Actor and gay rights advocate Sir Ian McKellen was the guest of honour at a special charity event hosted by Village Drinks last night.

More than 200 people turned out to show their support for the Albert Kennedy Trust.

Tickets for the event and a silent auction raised more than £4,000 for the trust.

AKT was established in Manchester in 1989. It works with young lesbian, gay, bisexual and trans people whose families have rejected them or are unable to care for them.

The charity helped more than 1,400 young people in 2007.

Sir Ian, parton of AKT and a longtime supporter of their work, spent the evening chatting to guests, who were treated to homemade mince pies and mulled wine.

“They are right where it is happening,” he told PinkNews.co.uk.

“It is depressing that there is still some need for AKT. The fact they have good relationships with local authorities and social services is a huge improvement. There has been a big change in official attitudes.”

16-year-old Fran spoke movingly about her problems at home after she came out and how AKT had advised her, intervened on her behalf and helped her find accommodation.

Village Drinks founder Neil Spring told PinkNews.co.uk:

“We want to thank our members for raising this money.

“Gay professionals across London have made a positive contribution to the lives of young people who need support and advice, especially at this time of year.

“We’re extremely grateful to everyone who came.”

In 2009 the group will launch its own gay dining club. Click here for more information.

AKT chief executive Tim Sigsworth publicised the charity’s Christmas appeal at last night’s event.

“If just 365 people donate £18 each to the appeal they will have raised the money needed to keep one young person off the streets and safe in a Carer household for one year,” he said.

To donate visit the AKT website: www.akt.org.uk.

AKT’s mission is to ensure that all lesbian, gay, bisexual and trans young people are able to live in accepting, supportive and caring homes, by providing a range of services to meet the individual needs of those who would otherwise be homeless or living in a hostile environment.

The Trust provides appropriate homes through supported lodgings, fostering and other specialist housing schemes and enables young people to manage independent living successfully.

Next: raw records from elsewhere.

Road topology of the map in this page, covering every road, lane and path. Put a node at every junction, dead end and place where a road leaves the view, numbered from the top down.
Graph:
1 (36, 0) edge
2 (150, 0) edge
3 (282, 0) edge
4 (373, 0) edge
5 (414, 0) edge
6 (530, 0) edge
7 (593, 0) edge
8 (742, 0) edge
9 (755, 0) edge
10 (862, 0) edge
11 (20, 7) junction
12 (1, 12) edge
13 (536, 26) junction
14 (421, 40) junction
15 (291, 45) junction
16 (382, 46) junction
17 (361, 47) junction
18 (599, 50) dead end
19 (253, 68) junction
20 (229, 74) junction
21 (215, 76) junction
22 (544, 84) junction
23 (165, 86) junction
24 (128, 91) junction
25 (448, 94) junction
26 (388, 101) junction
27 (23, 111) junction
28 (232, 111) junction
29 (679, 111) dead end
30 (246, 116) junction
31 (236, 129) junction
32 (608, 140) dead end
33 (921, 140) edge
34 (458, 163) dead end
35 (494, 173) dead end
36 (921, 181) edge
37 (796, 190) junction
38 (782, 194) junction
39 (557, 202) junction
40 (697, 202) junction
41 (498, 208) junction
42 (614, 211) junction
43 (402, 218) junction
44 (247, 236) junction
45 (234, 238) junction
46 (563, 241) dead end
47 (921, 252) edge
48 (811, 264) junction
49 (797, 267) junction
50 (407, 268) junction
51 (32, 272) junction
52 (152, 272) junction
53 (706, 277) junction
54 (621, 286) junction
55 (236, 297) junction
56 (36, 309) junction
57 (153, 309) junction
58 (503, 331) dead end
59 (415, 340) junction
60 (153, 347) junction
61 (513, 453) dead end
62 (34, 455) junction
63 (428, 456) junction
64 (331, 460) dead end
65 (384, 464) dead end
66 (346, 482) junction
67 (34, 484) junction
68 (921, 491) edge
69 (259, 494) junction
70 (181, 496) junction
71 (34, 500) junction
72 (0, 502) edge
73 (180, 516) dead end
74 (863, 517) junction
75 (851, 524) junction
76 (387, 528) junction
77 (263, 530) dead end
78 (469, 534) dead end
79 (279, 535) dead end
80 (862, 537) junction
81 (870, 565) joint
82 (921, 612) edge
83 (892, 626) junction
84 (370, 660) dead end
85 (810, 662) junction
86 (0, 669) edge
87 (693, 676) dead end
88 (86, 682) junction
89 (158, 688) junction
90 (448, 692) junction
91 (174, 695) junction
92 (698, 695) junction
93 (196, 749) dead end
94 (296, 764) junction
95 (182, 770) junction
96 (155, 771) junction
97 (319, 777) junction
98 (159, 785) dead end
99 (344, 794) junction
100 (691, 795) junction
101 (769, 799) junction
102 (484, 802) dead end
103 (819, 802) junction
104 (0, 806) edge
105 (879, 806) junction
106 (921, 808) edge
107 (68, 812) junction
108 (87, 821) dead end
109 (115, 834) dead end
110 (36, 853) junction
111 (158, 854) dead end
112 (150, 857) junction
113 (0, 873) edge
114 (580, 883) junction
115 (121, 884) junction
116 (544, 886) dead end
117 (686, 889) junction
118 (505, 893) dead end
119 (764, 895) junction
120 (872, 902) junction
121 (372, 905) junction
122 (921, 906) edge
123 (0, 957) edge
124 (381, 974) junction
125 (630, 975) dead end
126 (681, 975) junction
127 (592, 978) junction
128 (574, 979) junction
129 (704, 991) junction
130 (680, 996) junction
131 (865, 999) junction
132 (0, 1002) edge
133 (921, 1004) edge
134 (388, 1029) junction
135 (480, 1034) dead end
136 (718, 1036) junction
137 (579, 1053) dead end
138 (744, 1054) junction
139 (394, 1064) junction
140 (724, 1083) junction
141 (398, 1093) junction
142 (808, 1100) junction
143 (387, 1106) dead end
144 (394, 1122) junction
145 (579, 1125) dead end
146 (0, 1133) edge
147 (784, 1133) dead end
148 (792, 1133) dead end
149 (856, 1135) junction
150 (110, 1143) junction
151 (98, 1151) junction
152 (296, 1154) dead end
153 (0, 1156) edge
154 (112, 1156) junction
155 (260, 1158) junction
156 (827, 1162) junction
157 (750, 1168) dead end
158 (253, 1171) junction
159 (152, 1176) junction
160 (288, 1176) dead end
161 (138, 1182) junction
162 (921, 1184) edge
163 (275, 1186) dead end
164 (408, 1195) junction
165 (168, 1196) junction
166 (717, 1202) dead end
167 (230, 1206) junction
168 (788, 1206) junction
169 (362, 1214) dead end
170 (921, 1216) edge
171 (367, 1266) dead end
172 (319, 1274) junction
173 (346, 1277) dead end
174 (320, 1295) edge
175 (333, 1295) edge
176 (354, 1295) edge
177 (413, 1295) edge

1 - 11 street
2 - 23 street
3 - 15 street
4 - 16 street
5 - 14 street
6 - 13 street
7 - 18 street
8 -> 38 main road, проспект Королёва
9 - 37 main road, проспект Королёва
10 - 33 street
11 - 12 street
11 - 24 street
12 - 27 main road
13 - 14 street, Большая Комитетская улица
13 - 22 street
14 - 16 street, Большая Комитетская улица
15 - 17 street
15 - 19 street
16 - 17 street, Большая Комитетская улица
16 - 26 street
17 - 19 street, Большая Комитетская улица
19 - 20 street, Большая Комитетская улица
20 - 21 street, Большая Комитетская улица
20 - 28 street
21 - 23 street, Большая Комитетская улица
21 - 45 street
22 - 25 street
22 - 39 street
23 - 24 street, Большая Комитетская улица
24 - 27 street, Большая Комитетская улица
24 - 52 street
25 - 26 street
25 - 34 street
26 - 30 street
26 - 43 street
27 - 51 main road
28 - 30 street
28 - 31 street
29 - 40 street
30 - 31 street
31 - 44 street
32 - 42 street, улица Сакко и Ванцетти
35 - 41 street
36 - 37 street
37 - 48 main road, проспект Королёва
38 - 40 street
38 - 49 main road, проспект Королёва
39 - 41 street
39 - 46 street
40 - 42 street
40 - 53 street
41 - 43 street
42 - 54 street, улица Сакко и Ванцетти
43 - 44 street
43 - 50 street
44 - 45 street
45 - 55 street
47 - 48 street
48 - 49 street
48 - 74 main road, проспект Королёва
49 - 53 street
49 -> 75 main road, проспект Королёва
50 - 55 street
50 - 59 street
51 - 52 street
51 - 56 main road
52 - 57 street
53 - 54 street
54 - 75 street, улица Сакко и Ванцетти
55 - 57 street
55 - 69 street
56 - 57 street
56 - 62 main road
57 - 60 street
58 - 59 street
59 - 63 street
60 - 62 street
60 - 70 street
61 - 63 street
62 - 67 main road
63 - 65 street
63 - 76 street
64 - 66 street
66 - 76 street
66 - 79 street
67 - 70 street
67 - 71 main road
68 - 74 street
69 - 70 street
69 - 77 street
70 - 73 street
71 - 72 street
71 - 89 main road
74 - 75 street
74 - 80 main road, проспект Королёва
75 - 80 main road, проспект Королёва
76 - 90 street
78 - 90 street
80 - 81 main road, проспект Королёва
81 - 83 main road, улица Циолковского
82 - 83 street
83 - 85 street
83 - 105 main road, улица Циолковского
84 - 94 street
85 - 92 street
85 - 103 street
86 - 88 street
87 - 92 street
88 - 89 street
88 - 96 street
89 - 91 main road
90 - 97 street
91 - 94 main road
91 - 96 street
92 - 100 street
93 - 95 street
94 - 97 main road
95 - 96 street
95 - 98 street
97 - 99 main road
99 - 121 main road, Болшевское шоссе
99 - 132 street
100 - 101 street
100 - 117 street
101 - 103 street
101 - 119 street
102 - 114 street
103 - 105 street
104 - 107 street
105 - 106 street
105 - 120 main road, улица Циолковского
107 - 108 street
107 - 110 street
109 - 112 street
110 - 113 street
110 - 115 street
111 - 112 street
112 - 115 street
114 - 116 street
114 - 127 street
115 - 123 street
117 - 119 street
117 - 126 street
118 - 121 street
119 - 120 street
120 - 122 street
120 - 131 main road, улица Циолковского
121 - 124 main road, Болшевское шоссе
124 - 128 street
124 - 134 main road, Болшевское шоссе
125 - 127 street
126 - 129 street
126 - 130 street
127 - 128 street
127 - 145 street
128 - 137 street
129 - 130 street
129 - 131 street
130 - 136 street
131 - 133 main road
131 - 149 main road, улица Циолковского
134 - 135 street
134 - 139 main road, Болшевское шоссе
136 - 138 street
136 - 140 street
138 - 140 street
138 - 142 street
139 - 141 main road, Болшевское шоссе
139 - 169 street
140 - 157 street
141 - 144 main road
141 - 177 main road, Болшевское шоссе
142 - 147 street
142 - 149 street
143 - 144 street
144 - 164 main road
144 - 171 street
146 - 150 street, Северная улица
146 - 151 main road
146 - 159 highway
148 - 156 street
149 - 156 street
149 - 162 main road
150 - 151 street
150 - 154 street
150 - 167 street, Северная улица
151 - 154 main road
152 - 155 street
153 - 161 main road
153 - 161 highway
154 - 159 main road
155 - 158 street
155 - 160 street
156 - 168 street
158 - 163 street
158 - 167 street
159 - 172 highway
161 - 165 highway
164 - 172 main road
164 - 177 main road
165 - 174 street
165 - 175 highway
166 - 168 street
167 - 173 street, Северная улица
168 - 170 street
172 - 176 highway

AKT also offers support and information for young people and plans for 2009 include the creation of a quality mark scheme for mainstream housing providers.

The Albert Kennedy Trust was set up in 1989, after 16 year old Albert Kennedy fell to his death from the top of a car park in Manchester while trying to escape a car load of queerbashers.

Albert was a runaway from a children’s home in Salford and was depressed. His short tragic life had been filled with rejection and abuse from society.

Manchester’s gay community was moved into action by the Trust’s founder patron Cath Hall, a heterosexual foster carer who admitted she could not meet the full range of needs of gay & lesbian kids coming through her care.

As a result AKT was formed, and in 1990 became a Trust.